Logika Terbalik Baca Angka Prabowo Soal Kebocoran
By: admin
Minggu, 22 Juni 2014
0
pkssiak.org, Jakarta
- Tidak benar bahwa sinyalemen Capres Prabowo Subianto soal kebocoran
Rp7.200 triliun adalah kesalahan. Kritik yang muncul adalah akibat cara
membaca terhadap potensi kehilangan pajak, royalti dan sumber daya
ekonomi lainnya yang berlangsung sejak era Orde Baru sampai era
reformasi hari ini. Mengapa demikian?
Tidak ada yang salah, kecuali beda penafsiran dan cara membaca. Sinyalemen atau pandangan Prabowo itu sebaiknya tidak dibaca dengan logika terbalik dengan sekadar utak-atik. Substansinya sama bahwa potensi kehilangan pajak, royalti, sumberdaya migas dan sebagainya, sangat tinggi mencapai ribuan trilyun rupiah. Mari mendiagnosa persoalannya.
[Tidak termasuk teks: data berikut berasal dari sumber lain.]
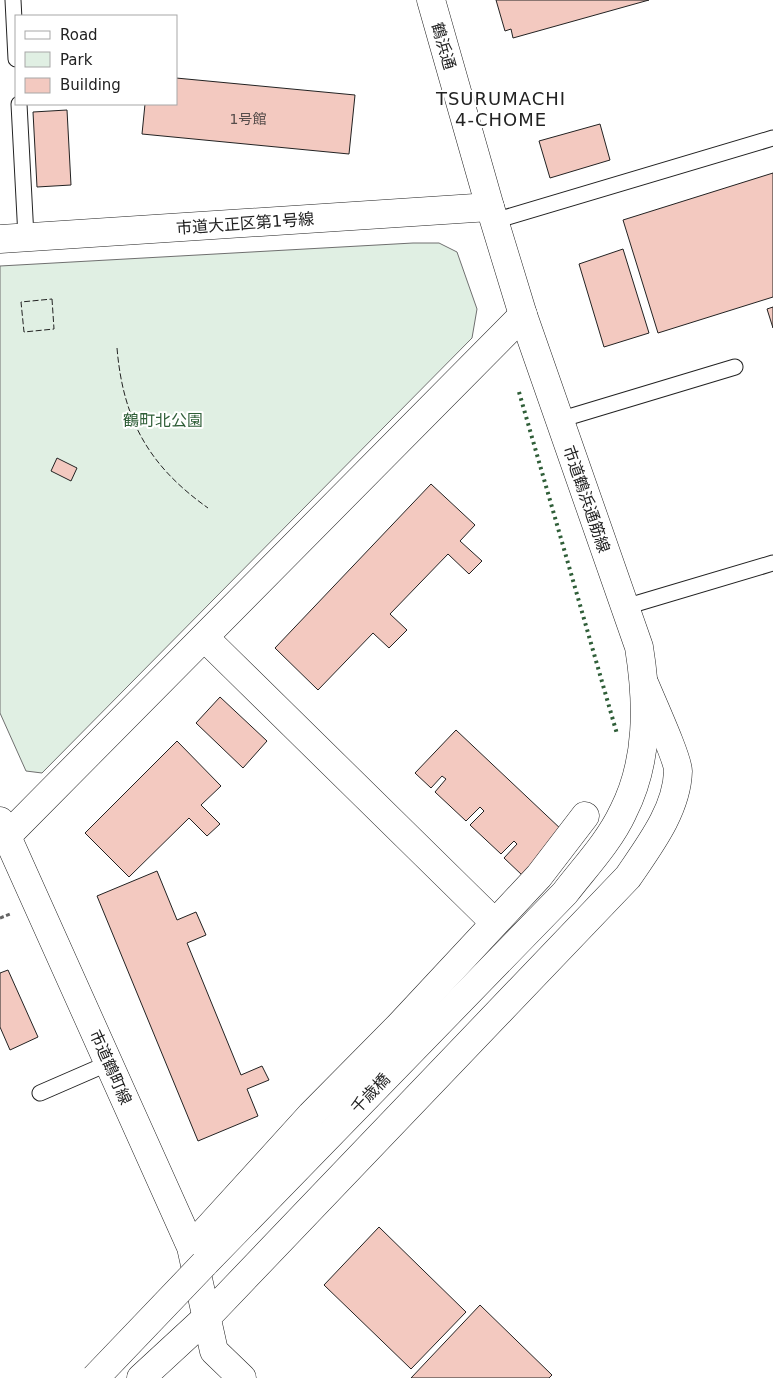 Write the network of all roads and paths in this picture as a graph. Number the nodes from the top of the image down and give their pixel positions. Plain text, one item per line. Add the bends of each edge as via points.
1 (13, 0) edge
2 (431, 0) edge
3 (15, 39) edge
4 (19, 105) edge
5 (773, 138) edge
6 (492, 214) junction
7 (13, 238) edge
8 (523, 315) junction
9 (735, 367) dead end
10 (560, 420) junction
11 (773, 564) edge
12 (625, 607) junction
13 (206, 638) junction
14 (645, 684) junction
15 (630, 797) joint
16 (585, 816) dead end
17 (2, 832) edge
18 (495, 923) junction
19 (110, 1063) junction
20 (40, 1093) dead end
21 (191, 1247) junction
22 (206, 1318) junction
23 (95, 1378) edge
24 (141, 1378) edge
25 (242, 1378) edge

1 - 3 lane
2 - 6 street, 鶴浜通
4 - 7 lane
5 - 6 lane
6 - 7 street, 市道大正区第1号線
6 - 8 street, 市道鶴浜通筋線
8 - 10 street, 市道鶴浜通筋線
8 - 13 street
9 - 10 lane
10 - 12 street, 市道鶴浜通筋線
11 - 12 lane
12 - 14 street, 市道鶴浜通筋線 via 639,647
13 - 17 street
13 - 18 street
14 - 15 street, 市道鶴浜通筋線 via 646,721
14 - 22 street via 678,770 670,806 628,877
15 - 23 street, 千歳橋, bridge via 600,849 565,893
16 - 18 street via 539,876
17 - 19 street, 市道鶴町線
18 - 21 street via 311,1115
19 - 20 lane
19 - 21 street, 市道鶴町線
21 - 22 street, 市道鶴町線
22 - 24 street
22 - 25 street, 市道鶴町線 via 214,1352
Presiden Partai Keadilan Sejahtera (PKS) Anis Matta menepis ucapan atau sinyalemen Capres Prabowo Subianto soal kebocoran Rp 7.200 triliun adalah kesalahan. Itu soal cara membaca yang berbeda.
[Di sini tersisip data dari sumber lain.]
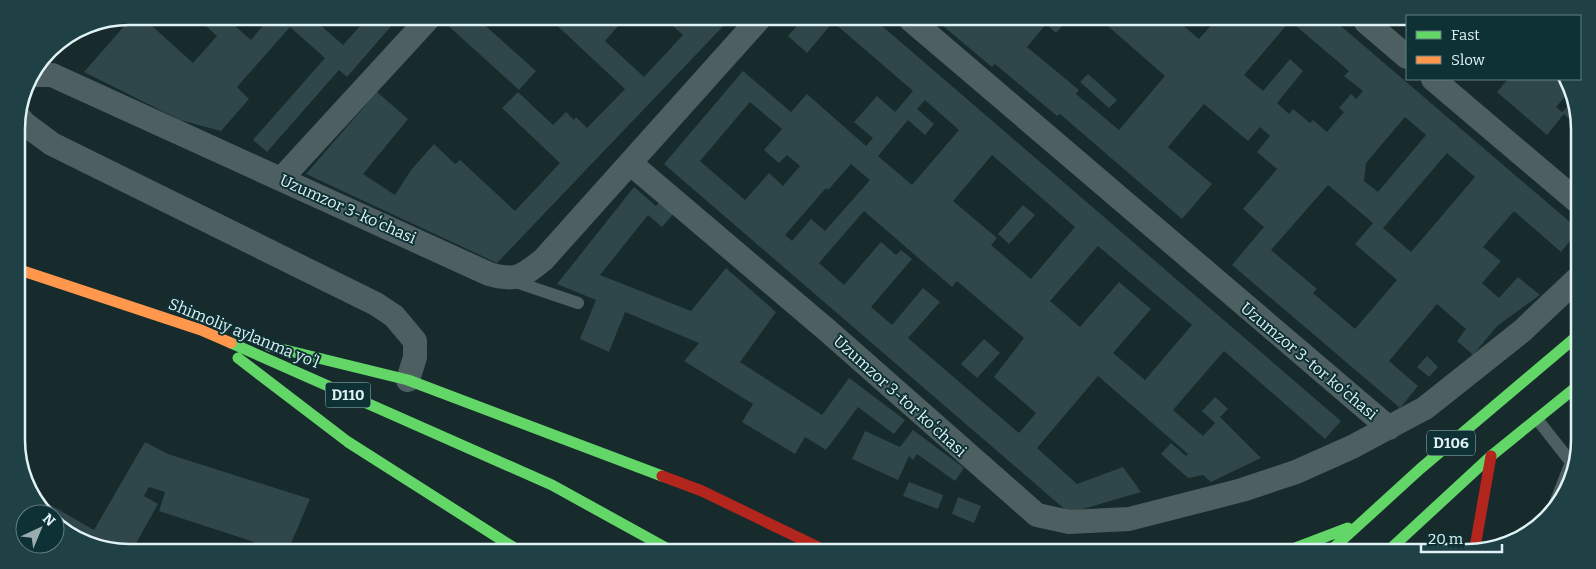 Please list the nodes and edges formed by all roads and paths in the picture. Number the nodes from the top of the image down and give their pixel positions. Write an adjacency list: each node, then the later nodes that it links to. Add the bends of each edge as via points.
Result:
1 (423, 25): 10 (street)
2 (754, 25): 9 (street)
3 (917, 25): 21 (street, Uzumzor 3-tor koʻchasi)
4 (1370, 25): 5 (street)
5 (1405, 51)
6 (40, 75): 10 (street, Uzumzor 3-koʻchasi, via 52,75)
7 (1434, 80): 11 (street)
8 (25, 124): 18 (street, via 52,144 376,304 394,316 415,341 415,356)
9 (630, 163): 13 (street, via 544,260 525,274); 21 (street, Uzumzor 3-tor koʻchasi, via 1037,515 1069,522 1129,519 1242,490 1296,472)
10 (281, 179): 13 (street, Uzumzor 3-koʻchasi, via 490,274)
11 (1571, 196)
12 (25, 272): 16 (main road, Shimoliy aylanma yoʻl / D110)
13 (508, 279): 15 (lane)
14 (1571, 284): 21 (street, Uzumzor 3-tor koʻchasi, via 1522,330 1425,408)
15 (578, 303)
16 (201, 330): 18 (main road); 25 (main road, via 348,442); 26 (main road, Shimoliy aylanma yoʻl / D110, via 552,485)
17 (1571, 342): 24 (main road, D106)
18 (408, 380): 27 (main road, via 702,491)
19 (1571, 391): 20 (main road, D106)
20 (1537, 419): 22 (lane); 23 (main road, D106)
21 (1388, 428)
22 (1570, 455)
23 (1491, 456): 30 (main road, D106); 31 (main road)
24 (1358, 523): 28 (main road); 29 (main road, D106)
25 (508, 544)
26 (659, 544)
27 (812, 544)
28 (1305, 544)
29 (1337, 544)
30 (1396, 544)
31 (1475, 544) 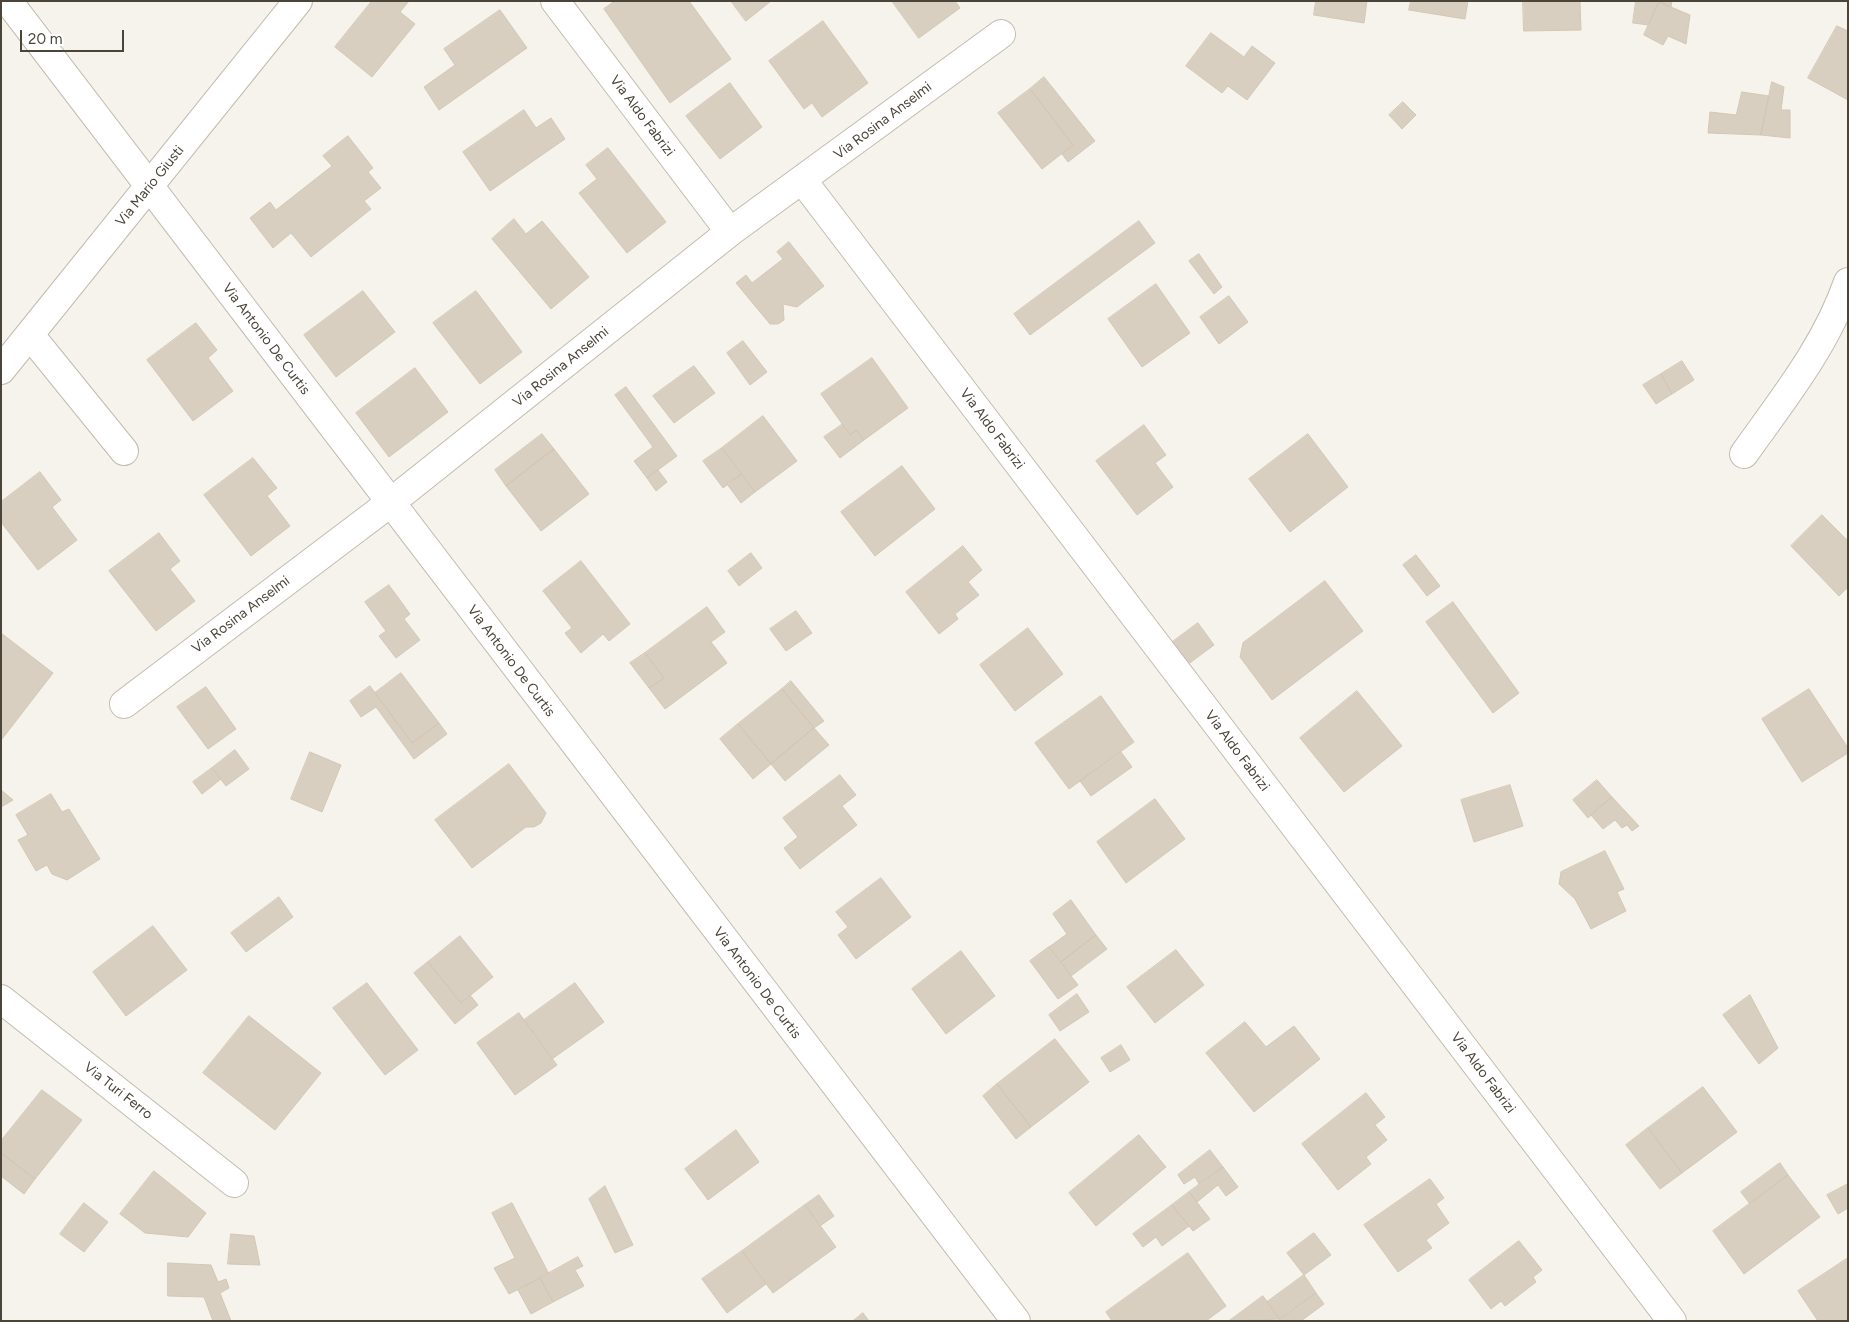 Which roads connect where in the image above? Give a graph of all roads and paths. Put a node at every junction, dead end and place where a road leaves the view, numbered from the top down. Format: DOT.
graph roads {
  1 [pos="8,1"];
  2 [pos="298,1"];
  3 [pos="554,1"];
  4 [pos="1001,34"];
  5 [pos="803,181"];
  6 [pos="150,187"];
  7 [pos="730,232"];
  8 [pos="1848,282"];
  9 [pos="30,335"];
  10 [pos="1,370"];
  11 [pos="124,452"];
  12 [pos="1744,454"];
  13 [pos="390,503"];
  14 [pos="124,704"];
  15 [pos="1,999"];
  16 [pos="234,1183"];
  17 [pos="1016,1321"];
  18 [pos="1672,1321"];
  1 -- 6 [label="street, Via Antonio De Curtis"];
  2 -- 6 [label="street, Via Mario Giusti"];
  3 -- 7 [label="street, Via Aldo Fabrizi"];
  4 -- 5 [label="street, Via Rosina Anselmi"];
  5 -- 7 [label="street, Via Rosina Anselmi"];
  5 -- 18 [label="street, Via Aldo Fabrizi"];
  6 -- 9 [label="street, Via Mario Giusti"];
  6 -- 13 [label="street, Via Antonio De Curtis"];
  7 -- 13 [label="street, Via Rosina Anselmi"];
  8 -- 12 [label="street"];
  9 -- 10 [label="street, Via Mario Giusti"];
  9 -- 11 [label="street"];
  13 -- 14 [label="street, Via Rosina Anselmi"];
  13 -- 17 [label="street, Via Antonio De Curtis"];
  15 -- 16 [label="street, Via Turi Ferro"];
}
"Itu potensi kebocoran yang disebutkan Prabowo. Asumsinya adalah, negara bisa mendapatkan pendapatan sebesar itu. Tapi selama ini tidak masuk karena persoalan regulasi dan seterusnya," kata Anis."Saya kira bukan kesalahan data. Cara bacanya saja," tandas Anis Matta, Rabu (18/6).
Pada debat presiden akhir pekan lalu, Prabowo mengutip data KPK soal kebocoran anggaran Rp 7.200 triliun. Dalam perhitungan Ketua KPK Abraham Samad, potensi pendapatan negara sebesar Rp 7.200 triliun hilang. Bila ditotal, kata Samad, pajak dan royalti yang dibayarkan dari blok migas, batubara, dan nikel di setiap tahunnya dapat mencapai Rp20.000 triliun.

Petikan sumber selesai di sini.